(Dataset entries)
◆ ◆ ◆ ◆ ◆

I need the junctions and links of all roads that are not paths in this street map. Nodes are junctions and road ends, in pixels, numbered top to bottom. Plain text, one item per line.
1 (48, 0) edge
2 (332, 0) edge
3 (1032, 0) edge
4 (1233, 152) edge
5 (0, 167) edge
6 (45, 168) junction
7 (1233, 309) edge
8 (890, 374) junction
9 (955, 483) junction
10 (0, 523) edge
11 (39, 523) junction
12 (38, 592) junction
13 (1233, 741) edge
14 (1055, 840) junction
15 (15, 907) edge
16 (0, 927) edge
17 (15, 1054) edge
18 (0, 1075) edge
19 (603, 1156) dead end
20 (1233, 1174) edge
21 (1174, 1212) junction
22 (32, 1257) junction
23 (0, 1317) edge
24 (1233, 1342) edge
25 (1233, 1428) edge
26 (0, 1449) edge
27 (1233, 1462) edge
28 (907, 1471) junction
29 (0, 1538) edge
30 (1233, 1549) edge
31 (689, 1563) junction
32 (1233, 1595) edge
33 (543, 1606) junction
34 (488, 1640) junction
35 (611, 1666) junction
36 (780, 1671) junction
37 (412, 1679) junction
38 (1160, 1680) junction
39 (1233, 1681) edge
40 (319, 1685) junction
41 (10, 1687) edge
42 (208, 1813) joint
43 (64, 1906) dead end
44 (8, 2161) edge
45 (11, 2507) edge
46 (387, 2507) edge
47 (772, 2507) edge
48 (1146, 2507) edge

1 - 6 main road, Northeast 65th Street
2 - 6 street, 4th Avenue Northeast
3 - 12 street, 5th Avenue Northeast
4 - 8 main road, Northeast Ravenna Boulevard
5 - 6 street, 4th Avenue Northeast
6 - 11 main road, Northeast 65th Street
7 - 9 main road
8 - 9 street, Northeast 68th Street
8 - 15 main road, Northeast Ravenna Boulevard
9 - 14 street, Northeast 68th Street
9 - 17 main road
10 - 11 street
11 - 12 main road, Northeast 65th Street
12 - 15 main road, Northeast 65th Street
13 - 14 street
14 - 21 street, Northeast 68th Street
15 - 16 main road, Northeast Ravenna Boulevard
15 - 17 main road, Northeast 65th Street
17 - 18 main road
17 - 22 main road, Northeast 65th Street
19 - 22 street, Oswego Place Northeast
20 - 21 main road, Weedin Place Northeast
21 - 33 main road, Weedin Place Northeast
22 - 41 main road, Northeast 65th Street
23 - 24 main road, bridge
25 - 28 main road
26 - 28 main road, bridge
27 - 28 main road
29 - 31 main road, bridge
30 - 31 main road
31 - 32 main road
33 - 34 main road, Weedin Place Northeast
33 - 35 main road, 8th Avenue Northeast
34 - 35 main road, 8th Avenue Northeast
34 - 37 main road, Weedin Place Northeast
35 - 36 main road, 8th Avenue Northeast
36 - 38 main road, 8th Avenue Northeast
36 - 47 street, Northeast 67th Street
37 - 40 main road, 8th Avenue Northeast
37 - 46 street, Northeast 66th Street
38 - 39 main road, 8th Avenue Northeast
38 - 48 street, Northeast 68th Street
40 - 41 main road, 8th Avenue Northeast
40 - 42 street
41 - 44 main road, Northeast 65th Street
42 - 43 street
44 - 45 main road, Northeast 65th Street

◆ ◆ ◆ ◆ ◆

→ TRY IT: Scan the lines above for the word "dead". Return each one that has it.

→ RESPONSE:
19 (603, 1156) dead end
43 (64, 1906) dead end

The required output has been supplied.